◆ **Work order**
Working from the line that contains "Build a gazetteer" down to the last line below, repeat each line exactly.

◆ **Source data**

# # # # # # #

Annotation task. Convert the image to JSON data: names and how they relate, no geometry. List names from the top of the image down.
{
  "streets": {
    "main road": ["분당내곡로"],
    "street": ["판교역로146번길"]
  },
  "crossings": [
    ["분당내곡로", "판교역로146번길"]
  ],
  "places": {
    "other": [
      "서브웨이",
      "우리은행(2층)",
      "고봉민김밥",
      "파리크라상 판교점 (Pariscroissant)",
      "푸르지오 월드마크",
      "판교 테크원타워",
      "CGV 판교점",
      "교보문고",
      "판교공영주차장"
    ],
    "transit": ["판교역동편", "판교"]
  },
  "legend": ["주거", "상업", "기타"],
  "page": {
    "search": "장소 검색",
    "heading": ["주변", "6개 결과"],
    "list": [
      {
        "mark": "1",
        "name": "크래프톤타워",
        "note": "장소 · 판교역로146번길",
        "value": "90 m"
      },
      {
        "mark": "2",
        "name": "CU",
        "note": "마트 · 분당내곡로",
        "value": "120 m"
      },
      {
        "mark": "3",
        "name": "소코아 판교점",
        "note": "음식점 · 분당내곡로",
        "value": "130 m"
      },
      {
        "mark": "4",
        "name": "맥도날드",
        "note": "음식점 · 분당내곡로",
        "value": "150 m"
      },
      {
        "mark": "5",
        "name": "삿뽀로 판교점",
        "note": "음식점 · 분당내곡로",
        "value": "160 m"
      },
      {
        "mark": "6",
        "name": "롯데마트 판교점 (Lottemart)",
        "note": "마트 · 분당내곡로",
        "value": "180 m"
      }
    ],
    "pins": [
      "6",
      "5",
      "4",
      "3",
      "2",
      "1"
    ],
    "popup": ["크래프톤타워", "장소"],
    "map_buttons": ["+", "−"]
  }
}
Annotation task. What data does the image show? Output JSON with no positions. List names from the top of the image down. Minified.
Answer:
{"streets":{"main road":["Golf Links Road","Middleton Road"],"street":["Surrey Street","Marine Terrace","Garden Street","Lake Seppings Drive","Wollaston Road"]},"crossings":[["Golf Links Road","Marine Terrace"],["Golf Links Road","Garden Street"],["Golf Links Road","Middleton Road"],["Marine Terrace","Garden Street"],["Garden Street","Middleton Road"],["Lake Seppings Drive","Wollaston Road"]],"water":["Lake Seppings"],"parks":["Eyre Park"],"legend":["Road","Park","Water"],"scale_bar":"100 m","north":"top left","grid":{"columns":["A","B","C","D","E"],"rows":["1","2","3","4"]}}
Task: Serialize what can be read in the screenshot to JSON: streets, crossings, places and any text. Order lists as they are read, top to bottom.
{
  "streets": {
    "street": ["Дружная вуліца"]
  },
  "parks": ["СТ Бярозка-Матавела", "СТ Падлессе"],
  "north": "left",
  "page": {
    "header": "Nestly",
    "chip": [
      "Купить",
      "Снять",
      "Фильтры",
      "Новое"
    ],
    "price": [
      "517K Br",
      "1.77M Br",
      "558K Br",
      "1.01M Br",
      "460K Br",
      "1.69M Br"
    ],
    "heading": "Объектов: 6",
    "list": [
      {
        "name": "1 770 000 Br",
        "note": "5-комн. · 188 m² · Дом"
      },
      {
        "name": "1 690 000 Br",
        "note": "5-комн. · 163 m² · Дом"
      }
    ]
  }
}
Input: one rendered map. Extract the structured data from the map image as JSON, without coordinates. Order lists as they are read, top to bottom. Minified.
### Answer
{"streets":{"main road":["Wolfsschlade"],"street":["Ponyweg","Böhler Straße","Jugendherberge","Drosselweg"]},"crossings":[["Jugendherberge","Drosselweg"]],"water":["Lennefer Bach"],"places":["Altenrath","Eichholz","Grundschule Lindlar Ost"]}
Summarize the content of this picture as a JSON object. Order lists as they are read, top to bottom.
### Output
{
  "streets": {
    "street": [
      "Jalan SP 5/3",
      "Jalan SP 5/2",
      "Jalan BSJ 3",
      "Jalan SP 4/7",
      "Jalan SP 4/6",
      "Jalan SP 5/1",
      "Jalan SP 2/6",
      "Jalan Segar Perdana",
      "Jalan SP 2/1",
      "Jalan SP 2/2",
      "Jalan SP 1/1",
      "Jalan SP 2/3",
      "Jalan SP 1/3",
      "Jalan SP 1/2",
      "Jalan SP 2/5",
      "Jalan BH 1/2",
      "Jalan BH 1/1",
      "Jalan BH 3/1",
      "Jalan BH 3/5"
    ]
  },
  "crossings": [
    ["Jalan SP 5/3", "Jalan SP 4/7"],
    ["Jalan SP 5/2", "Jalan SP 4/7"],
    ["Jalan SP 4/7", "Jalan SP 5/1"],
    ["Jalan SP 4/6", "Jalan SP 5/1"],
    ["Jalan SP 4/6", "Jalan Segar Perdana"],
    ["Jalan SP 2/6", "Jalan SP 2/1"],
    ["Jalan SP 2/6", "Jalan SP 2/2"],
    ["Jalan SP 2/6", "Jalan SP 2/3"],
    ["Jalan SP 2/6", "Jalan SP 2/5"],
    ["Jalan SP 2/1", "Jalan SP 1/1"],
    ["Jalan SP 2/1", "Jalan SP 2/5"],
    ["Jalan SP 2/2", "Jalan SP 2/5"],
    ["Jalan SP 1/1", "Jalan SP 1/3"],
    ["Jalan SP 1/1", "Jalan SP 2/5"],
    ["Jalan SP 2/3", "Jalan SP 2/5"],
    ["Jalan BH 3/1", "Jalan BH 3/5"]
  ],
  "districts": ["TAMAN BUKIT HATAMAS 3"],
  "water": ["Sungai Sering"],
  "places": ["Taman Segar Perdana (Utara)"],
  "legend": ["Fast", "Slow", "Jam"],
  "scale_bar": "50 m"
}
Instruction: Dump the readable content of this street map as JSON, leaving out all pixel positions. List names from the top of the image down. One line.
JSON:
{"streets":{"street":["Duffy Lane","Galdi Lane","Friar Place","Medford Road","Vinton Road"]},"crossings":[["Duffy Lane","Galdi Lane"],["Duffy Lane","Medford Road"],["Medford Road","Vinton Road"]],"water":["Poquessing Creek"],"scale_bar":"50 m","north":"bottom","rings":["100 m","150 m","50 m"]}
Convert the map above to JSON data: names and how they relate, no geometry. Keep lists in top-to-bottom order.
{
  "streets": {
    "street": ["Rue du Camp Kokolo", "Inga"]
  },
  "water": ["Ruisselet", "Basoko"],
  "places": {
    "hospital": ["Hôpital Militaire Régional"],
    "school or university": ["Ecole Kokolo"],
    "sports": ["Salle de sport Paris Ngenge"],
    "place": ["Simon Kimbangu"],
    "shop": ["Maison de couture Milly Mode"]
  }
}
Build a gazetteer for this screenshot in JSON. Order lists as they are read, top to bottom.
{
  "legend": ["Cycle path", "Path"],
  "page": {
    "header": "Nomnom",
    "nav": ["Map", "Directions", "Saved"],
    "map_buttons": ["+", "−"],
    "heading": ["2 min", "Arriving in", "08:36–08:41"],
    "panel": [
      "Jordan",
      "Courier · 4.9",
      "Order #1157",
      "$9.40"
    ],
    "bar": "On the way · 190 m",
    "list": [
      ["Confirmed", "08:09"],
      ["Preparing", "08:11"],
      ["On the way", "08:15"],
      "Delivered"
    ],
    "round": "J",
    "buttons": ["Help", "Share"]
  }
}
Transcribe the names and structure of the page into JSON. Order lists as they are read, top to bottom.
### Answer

# # # # # # #

◆ **Your response**
Build a gazetteer for this screenshot in JSON. Order lists as they are read, top to bottom.
{
  "legend": ["Cycle path", "Path"],
  "page": {
    "header": "Nomnom",
    "nav": ["Map", "Directions", "Saved"],
    "map_buttons": ["+", "−"],
    "heading": ["2 min", "Arriving in", "08:36–08:41"],
    "panel": [
      "Jordan",
      "Courier · 4.9",
      "Order #1157",
      "$9.40"
    ],
    "bar": "On the way · 190 m",
    "list": [
      ["Confirmed", "08:09"],
      ["Preparing", "08:11"],
      ["On the way", "08:15"],
      "Delivered"
    ],
    "round": "J",
    "buttons": ["Help", "Share"]
  }
}
Transcribe the names and structure of the page into JSON. Order lists as they are read, top to bottom.
### Answer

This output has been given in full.